## What to do
Go through the listing and pick out each line with the word "Stainburn" in it.

---

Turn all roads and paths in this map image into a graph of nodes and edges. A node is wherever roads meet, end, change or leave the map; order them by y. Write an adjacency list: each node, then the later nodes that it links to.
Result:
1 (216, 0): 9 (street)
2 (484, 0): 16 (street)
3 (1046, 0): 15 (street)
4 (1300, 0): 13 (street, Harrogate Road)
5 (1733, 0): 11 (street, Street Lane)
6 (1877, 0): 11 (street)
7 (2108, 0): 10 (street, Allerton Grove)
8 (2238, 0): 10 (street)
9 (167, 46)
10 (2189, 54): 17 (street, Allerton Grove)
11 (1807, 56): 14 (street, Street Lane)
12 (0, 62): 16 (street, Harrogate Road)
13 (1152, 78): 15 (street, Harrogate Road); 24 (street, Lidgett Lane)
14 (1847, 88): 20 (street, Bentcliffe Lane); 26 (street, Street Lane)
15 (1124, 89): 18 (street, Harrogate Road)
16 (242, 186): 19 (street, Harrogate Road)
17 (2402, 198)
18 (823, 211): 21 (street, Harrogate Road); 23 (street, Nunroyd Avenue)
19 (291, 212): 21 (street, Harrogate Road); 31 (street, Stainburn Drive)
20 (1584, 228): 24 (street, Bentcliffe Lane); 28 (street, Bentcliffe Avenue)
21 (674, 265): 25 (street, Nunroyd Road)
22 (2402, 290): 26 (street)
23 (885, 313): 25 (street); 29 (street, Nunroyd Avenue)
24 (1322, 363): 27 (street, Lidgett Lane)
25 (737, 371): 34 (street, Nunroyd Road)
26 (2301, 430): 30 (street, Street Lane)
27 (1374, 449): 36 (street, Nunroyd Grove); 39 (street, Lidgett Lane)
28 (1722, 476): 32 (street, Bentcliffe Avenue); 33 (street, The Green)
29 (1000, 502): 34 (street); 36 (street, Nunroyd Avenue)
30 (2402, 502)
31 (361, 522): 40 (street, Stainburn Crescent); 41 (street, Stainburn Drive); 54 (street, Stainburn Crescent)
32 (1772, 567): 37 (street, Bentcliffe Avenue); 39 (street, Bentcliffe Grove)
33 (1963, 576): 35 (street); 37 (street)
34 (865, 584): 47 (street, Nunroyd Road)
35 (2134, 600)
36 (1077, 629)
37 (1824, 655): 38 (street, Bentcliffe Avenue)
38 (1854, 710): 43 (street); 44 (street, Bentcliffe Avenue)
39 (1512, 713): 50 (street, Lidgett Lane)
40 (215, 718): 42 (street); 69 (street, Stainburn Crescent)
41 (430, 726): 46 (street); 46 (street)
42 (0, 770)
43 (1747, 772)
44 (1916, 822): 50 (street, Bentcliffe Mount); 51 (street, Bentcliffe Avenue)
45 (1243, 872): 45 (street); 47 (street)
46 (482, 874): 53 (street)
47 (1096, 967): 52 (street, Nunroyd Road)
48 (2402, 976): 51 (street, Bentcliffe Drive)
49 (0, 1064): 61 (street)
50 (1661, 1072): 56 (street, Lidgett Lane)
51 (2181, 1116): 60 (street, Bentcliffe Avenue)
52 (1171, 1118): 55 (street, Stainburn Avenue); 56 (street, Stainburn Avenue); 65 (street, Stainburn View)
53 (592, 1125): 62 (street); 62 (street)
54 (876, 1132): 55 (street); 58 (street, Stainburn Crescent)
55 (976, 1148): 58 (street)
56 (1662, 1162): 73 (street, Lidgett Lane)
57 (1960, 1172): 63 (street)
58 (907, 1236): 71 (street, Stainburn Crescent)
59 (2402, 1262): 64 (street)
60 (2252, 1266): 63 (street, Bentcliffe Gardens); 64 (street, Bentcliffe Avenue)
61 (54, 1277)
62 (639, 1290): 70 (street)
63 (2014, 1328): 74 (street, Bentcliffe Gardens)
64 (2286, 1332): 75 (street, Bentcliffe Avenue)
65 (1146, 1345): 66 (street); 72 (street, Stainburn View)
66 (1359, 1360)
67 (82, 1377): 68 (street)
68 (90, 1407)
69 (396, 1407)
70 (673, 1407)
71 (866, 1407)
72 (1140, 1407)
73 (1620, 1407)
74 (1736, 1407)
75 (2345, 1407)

---

## Response for this exercise
19 (291, 212): 21 (street, Harrogate Road); 31 (street, Stainburn Drive)
31 (361, 522): 40 (street, Stainburn Crescent); 41 (street, Stainburn Drive); 54 (street, Stainburn Crescent)
40 (215, 718): 42 (street); 69 (street, Stainburn Crescent)
52 (1171, 1118): 55 (street, Stainburn Avenue); 56 (street, Stainburn Avenue); 65 (street, Stainburn View)
54 (876, 1132): 55 (street); 58 (street, Stainburn Crescent)
58 (907, 1236): 71 (street, Stainburn Crescent)
65 (1146, 1345): 66 (street); 72 (street, Stainburn View)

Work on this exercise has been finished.